START Supplied material

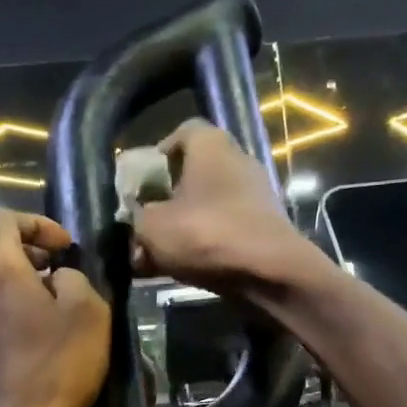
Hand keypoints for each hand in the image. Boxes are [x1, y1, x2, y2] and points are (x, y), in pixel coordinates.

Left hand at [0, 211, 109, 406]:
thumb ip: (75, 279)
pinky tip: (23, 326)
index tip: (64, 248)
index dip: (37, 223)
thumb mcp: (89, 313)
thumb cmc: (55, 368)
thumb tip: (59, 278)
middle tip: (42, 263)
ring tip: (37, 295)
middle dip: (7, 241)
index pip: (2, 218)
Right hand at [132, 120, 314, 293]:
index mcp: (211, 145)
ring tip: (152, 258)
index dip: (156, 155)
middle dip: (164, 200)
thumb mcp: (152, 226)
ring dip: (179, 228)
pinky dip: (201, 244)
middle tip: (142, 225)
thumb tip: (138, 215)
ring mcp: (253, 195)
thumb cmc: (206, 234)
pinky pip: (221, 229)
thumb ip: (137, 216)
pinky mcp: (261, 227)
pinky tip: (178, 270)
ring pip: (204, 207)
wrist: (269, 274)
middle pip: (191, 174)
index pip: (181, 132)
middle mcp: (236, 161)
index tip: (139, 183)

END Supplied material

▶ Problem: Report how many lines in the data include the word "ring", and give nothing but the count.

▶ Solution: 5